I looked over at him in panic, thinking that he had passed out or had even died. But he was staring at something with wide eyes. I followed his gaze to the wall above the passage where we had entered. There was a single carving.
“It’s Getig,” rasped Darian, in awe.
My breath caught in my throat. There was no mistaking him—the twisted horns like gnarled trees, the tall, elegant neck frill, the proud posture, even his immense scale next to the carved human supplicants at his feet—all were accurate. Carved by the people of Cinvat, long, long ago.
The memory of Getig’s molten gaze flooded me with sudden warmth. Once again I felt an overwhelming sense of the enormity of creation and my tiny place in it, the essence of the Summer Dragon that had eluded my recall. It seemed so easy now that I wept tears of shame for having ever lost that memory.
I looked around the room again. Above each of the four passages was another magnificent dragon of noble aspect. Clearly High Dragons, by their regal bearing and massive scale. Each was different; the one to the right had great stag-like antlers instead of horns, its frills and wings with edges scalloped like oak leaves. The one to the left was slender and lithe, with a graceful bearing and smooth features. The one opposite Getig was the largest, yet it had been carved in such a way that it appeared almost insubstantial. Background elements showed through it, the wings trailed away into clouds. Of the four, it was the only one that looked out of the carving directly at the viewer.
“Waeges, Menog, and Oestara.” I named them from right to left. “Autumn, Winter, and Spring.”

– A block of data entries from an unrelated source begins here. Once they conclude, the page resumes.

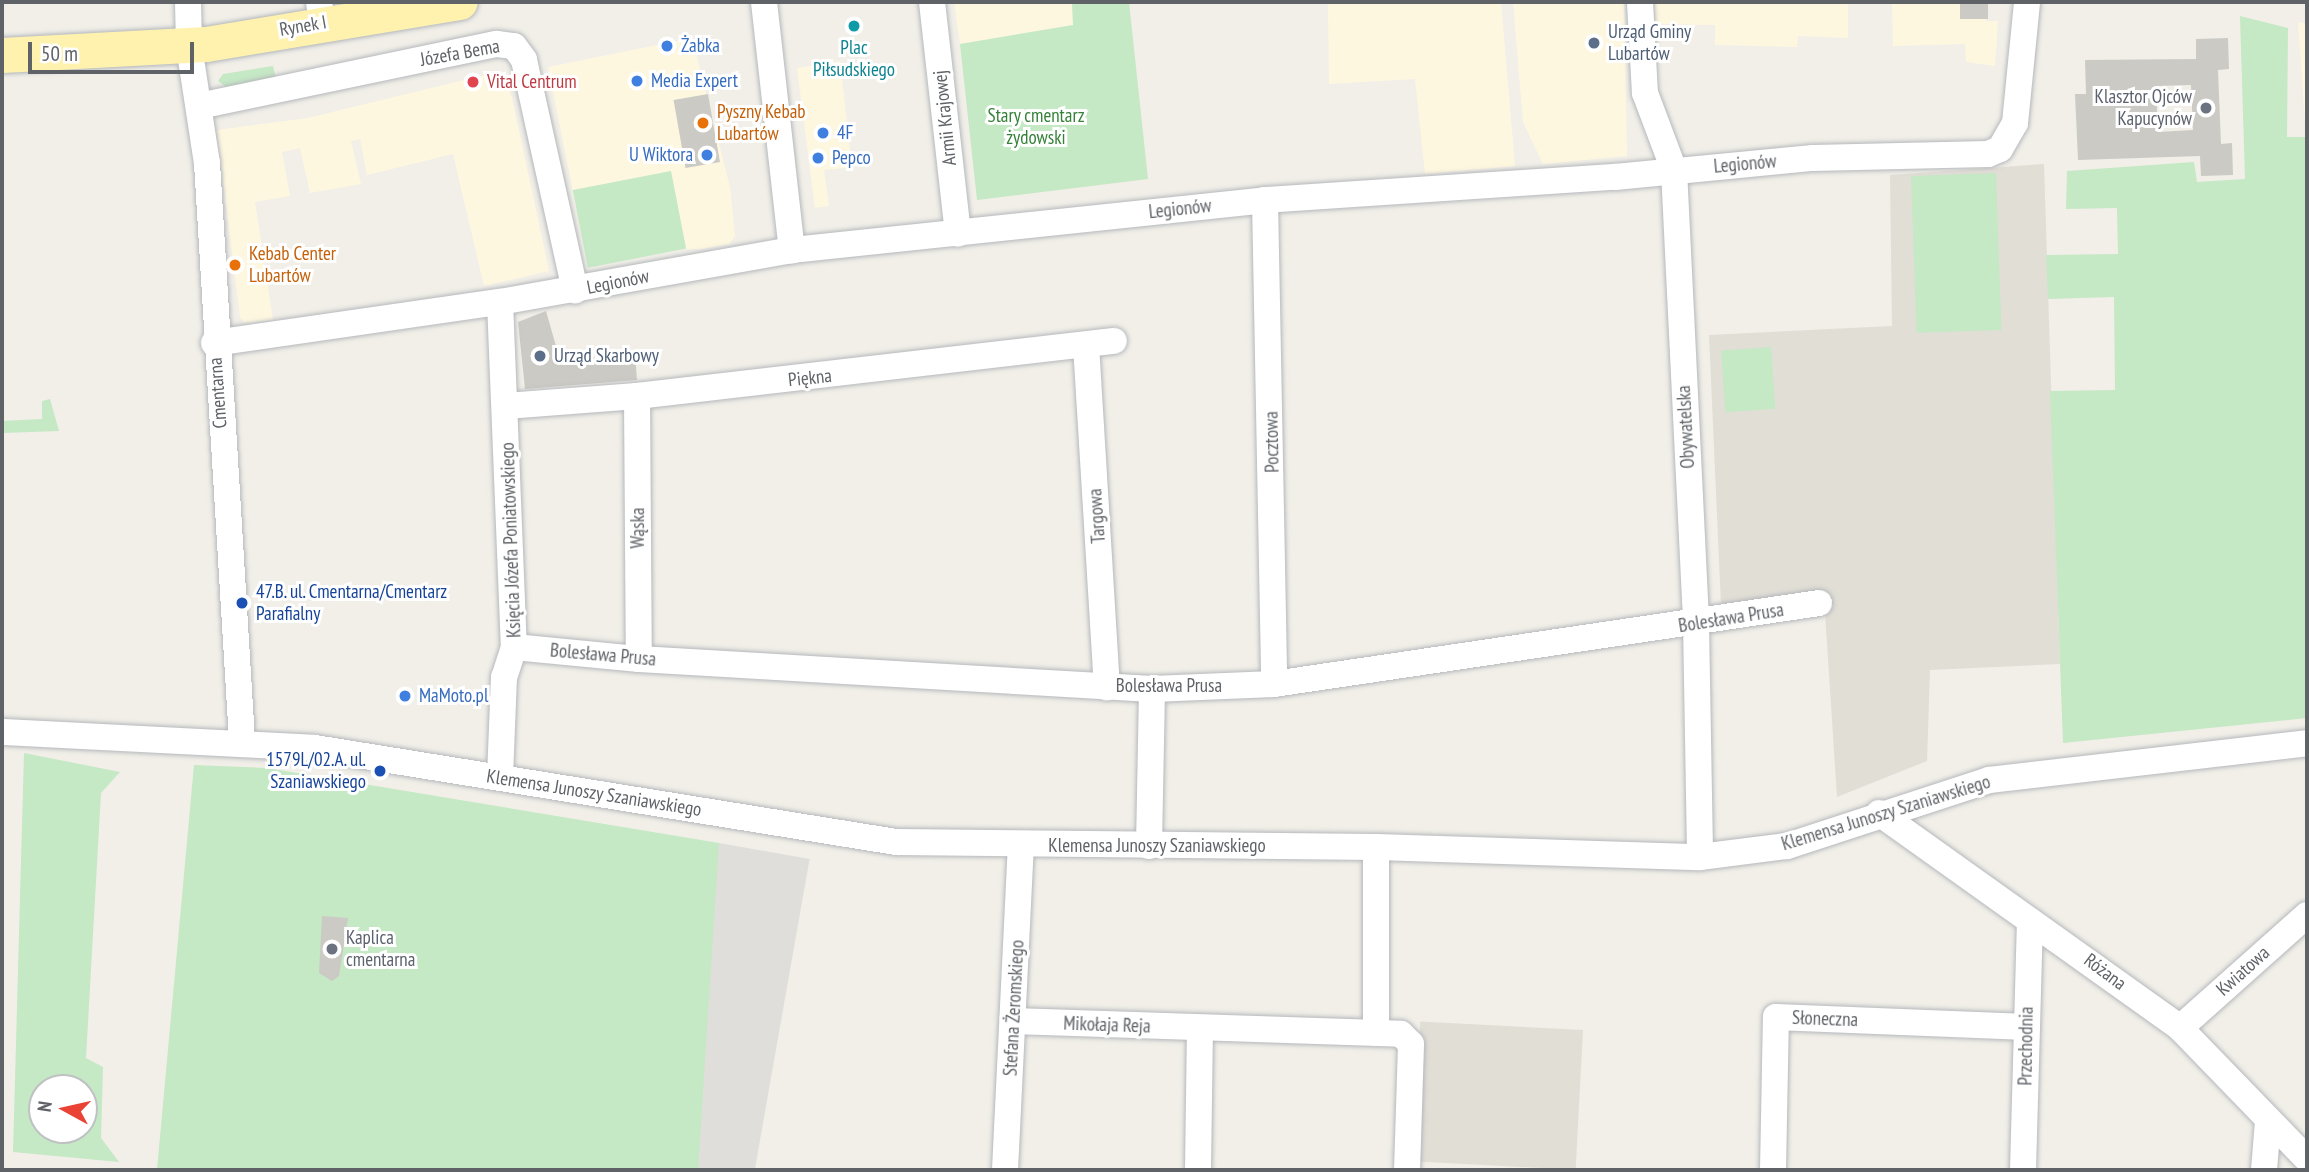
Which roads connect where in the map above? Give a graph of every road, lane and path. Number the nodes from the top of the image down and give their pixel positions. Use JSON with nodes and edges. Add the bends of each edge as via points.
{"nodes":[{"id":1,"x":188,"y":2,"type":"edge"},
{"id":2,"x":460,"y":2,"type":"edge"},
{"id":3,"x":764,"y":2,"type":"edge"},
{"id":4,"x":932,"y":2,"type":"edge"},
{"id":5,"x":1640,"y":2,"type":"edge"},
{"id":6,"x":2026,"y":2,"type":"edge"},
{"id":7,"x":321,"y":12,"type":"edge"},
{"id":8,"x":189,"y":46,"type":"junction"},
{"id":9,"x":2,"y":55,"type":"edge"},
{"id":10,"x":199,"y":106,"type":"junction"},
{"id":11,"x":1674,"y":170,"type":"junction"},
{"id":12,"x":1265,"y":200,"type":"junction"},
{"id":13,"x":958,"y":234,"type":"junction"},
{"id":14,"x":792,"y":250,"type":"junction"},
{"id":15,"x":575,"y":290,"type":"junction"},
{"id":16,"x":500,"y":302,"type":"junction"},
{"id":17,"x":1114,"y":341,"type":"dead end"},
{"id":18,"x":214,"y":343,"type":"junction"},
{"id":19,"x":1086,"y":345,"type":"junction"},
{"id":20,"x":637,"y":396,"type":"junction"},
{"id":21,"x":506,"y":406,"type":"junction"},
{"id":22,"x":1819,"y":603,"type":"dead end"},
{"id":23,"x":1696,"y":623,"type":"junction"},
{"id":24,"x":514,"y":647,"type":"junction"},
{"id":25,"x":639,"y":659,"type":"junction"},
{"id":26,"x":1274,"y":684,"type":"junction"},
{"id":27,"x":1107,"y":687,"type":"junction"},
{"id":28,"x":1152,"y":689,"type":"junction"},
{"id":29,"x":2,"y":732,"type":"edge"},
{"id":30,"x":242,"y":741,"type":"junction"},
{"id":31,"x":2307,"y":743,"type":"edge"},
{"id":32,"x":500,"y":777,"type":"junction"},
{"id":33,"x":1879,"y":813,"type":"junction"},
{"id":34,"x":1149,"y":846,"type":"junction"},
{"id":35,"x":1376,"y":846,"type":"junction"},
{"id":36,"x":1021,"y":847,"type":"junction"},
{"id":37,"x":1700,"y":857,"type":"junction"},
{"id":38,"x":2307,"y":915,"type":"edge"},
{"id":39,"x":2030,"y":921,"type":"junction"},
{"id":40,"x":1013,"y":1021,"type":"junction"},
{"id":41,"x":2026,"y":1027,"type":"junction"},
{"id":42,"x":2180,"y":1028,"type":"junction"},
{"id":43,"x":1200,"y":1029,"type":"junction"},
{"id":44,"x":1376,"y":1033,"type":"junction"},
{"id":45,"x":2268,"y":1121,"type":"junction"},
{"id":46,"x":2307,"y":1159,"type":"edge"},
{"id":47,"x":1005,"y":1170,"type":"edge"},
{"id":48,"x":1198,"y":1170,"type":"edge"},
{"id":49,"x":1407,"y":1170,"type":"edge"},
{"id":50,"x":1773,"y":1170,"type":"edge"},
{"id":51,"x":2024,"y":1170,"type":"edge"},
{"id":52,"x":2264,"y":1170,"type":"edge"}],
"edges":[{"from":1,"to":8,"type":"street","name":"Cmentarna"},
{"from":2,"to":7,"type":"main road","name":"Rynek I"},
{"from":3,"to":14,"type":"street"},
{"from":4,"to":13,"type":"street","name":"Armii Krajowej"},
{"from":5,"to":11,"type":"street","name":"Obywatelska","via":[[1645,93]]},
{"from":6,"to":11,"type":"street","name":"Legionów","via":[[2018,107],[2000,149],[1988,154],[1813,158]]},
{"from":7,"to":8,"type":"main road","name":"Rynek I"},
{"from":8,"to":9,"type":"main road","name":"Rynek I"},
{"from":8,"to":10,"type":"street","name":"Cmentarna"},
{"from":10,"to":15,"type":"street","name":"Józefa Bema","via":[[497,44],[514,46],[524,60]]},
{"from":10,"to":18,"type":"street","name":"Cmentarna","via":[[207,163]]},
{"from":11,"to":12,"type":"street","name":"Legionów"},
{"from":11,"to":23,"type":"street","name":"Obywatelska"},
{"from":12,"to":13,"type":"street","name":"Legionów"},
{"from":12,"to":26,"type":"street","name":"Pocztowa"},
{"from":13,"to":14,"type":"street","name":"Legionów"},
{"from":14,"to":15,"type":"street","name":"Legionów"},
{"from":15,"to":16,"type":"street","name":"Legionów"},
{"from":16,"to":18,"type":"street","name":"Legionów"},
{"from":16,"to":21,"type":"street","name":"Księcia Józefa Poniatowskiego"},
{"from":17,"to":19,"type":"street","name":"Piękna"},
{"from":18,"to":30,"type":"street","name":"Cmentarna"},
{"from":19,"to":20,"type":"street","name":"Piękna"},
{"from":19,"to":27,"type":"street","name":"Targowa"},
{"from":20,"to":21,"type":"street","name":"Piękna"},
{"from":20,"to":25,"type":"street","name":"Wąska"},
{"from":21,"to":24,"type":"street","name":"Księcia Józefa Poniatowskiego"},
{"from":22,"to":23,"type":"street","name":"Bolesława Prusa"},
{"from":23,"to":26,"type":"street","name":"Bolesława Prusa"},
{"from":23,"to":37,"type":"street","name":"Obywatelska"},
{"from":24,"to":25,"type":"street","name":"Bolesława Prusa"},
{"from":24,"to":32,"type":"street","name":"Księcia Józefa Poniatowskiego","via":[[505,677]]},
{"from":25,"to":27,"type":"street","name":"Bolesława Prusa"},
{"from":26,"to":28,"type":"street","name":"Bolesława Prusa"},
{"from":27,"to":28,"type":"street","name":"Bolesława Prusa"},
{"from":28,"to":34,"type":"street"},
{"from":29,"to":30,"type":"street","name":"Klemensa Junoszy Szaniawskiego"},
{"from":30,"to":32,"type":"street","name":"Klemensa Junoszy Szaniawskiego"},
{"from":31,"to":33,"type":"street","name":"Klemensa Junoszy Szaniawskiego","via":[[2026,774],[1952,789]]},
{"from":32,"to":36,"type":"street","name":"Klemensa Junoszy Szaniawskiego","via":[[818,832],[896,842]]},
{"from":33,"to":37,"type":"street","name":"Klemensa Junoszy Szaniawskiego","via":[[1787,846]]},
{"from":33,"to":39,"type":"street","name":"Różana"},
{"from":34,"to":35,"type":"street","name":"Klemensa Junoszy Szaniawskiego"},
{"from":34,"to":36,"type":"street","name":"Klemensa Junoszy Szaniawskiego"},
{"from":35,"to":37,"type":"street","name":"Klemensa Junoszy Szaniawskiego"},
{"from":35,"to":44,"type":"street"},
{"from":36,"to":40,"type":"street","name":"Stefana Żeromskiego"},
{"from":38,"to":42,"type":"street","name":"Kwiatowa"},
{"from":39,"to":41,"type":"street","name":"Przechodnia"},
{"from":39,"to":42,"type":"street","name":"Różana"},
{"from":40,"to":43,"type":"street","name":"Mikołaja Reja"},
{"from":40,"to":47,"type":"street","name":"Stefana Żeromskiego"},
{"from":41,"to":50,"type":"street","name":"Słoneczna","via":[[1776,1017]]},
{"from":41,"to":51,"type":"street","name":"Przechodnia"},
{"from":42,"to":45,"type":"street","name":"Różana"},
{"from":43,"to":44,"type":"street","name":"Mikołaja Reja"},
{"from":43,"to":48,"type":"street"},
{"from":44,"to":49,"type":"street","name":"Mikołaja Reja","via":[[1401,1034],[1411,1044]]},
{"from":45,"to":46,"type":"street","name":"Różana"},
{"from":45,"to":52,"type":"street"}]}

“What does it mean?” he whispered.
“I don’t know.” I could barely speak.
Keirr nuzzled my hands, looking for another pre-cut piece of meat, drawing me back to the moment. I sliced a bit off and fed it to her. I finished my plank of venison and continued to portion out the donkey meat to my wilding baby until, at last, she seemed satisfied. All but a few bites were gone. She came to me and put her nose in my face.
She licked my lips.
I was so weary and overwhelmed that at first I didn’t realize what she wanted. But it soon came to me. It was simple. When wilding dragons finish a kill, they groom each other. She was licking my face to clean it of blood. If I were Keirr’s mother, I would do the same in return. And so, with tears in my eyes, I took her little head in my hands and kissed her nose as if I was a dragon dam and she was my qit. I kissed her mouth. I kissed her chin and tasted the blood that had dribbled there. I wept, and she licked the salty tears from my cheeks. I dipped some water from the pool and washed her face with my hands. She started to purr, and almost without thought I purred in response. Then I folded her into my arms and hugged her, stroking her cheeks and scratching behind her ear frills. I continued to kiss her lips and chin and nose, cherishing every second of connection, because I now knew what I had to do.
Darian was losing blood and could be dying. I could not rescue him, carry this baby out of here, and contend with Malik too. I was responsible for Darian’s injuries. Whatever else happened, I needed to get Darian out of here, and I couldn’t manage all three of them. I had to give Keirr back to her father and save my brother’s life.
It meant going to Avigal with Bellua, agreeing that I was cursed and that Getig had spurned me. But there was no other option left. Things had changed. I couldn’t save Keirr and Darian both. I was out of strength, and Darian was running out of time.
I held her close and sobbed. She licked my ear, since my face was pressed into her smoothly pebbled neck. She made no sound as my shoulders shook with anguish.
“Maia,” said Darian.
His hand slapped my shoulder weakly. “Maia!” With urgency.
I opened my eyes. Malik stood twenty feet away.
TWENTY-TWO
AN INSTINCT BURIED in exhaustion told me to run, but I held my breath instead, frozen in numb anticipation. How long had he been watching me?
Keirr cocked her head at me quizzically.
“Maia!” Darian scrabbled backward weakly. “You have to run.”
If there was reason to run, it was already too late. I would never get Darian up in time.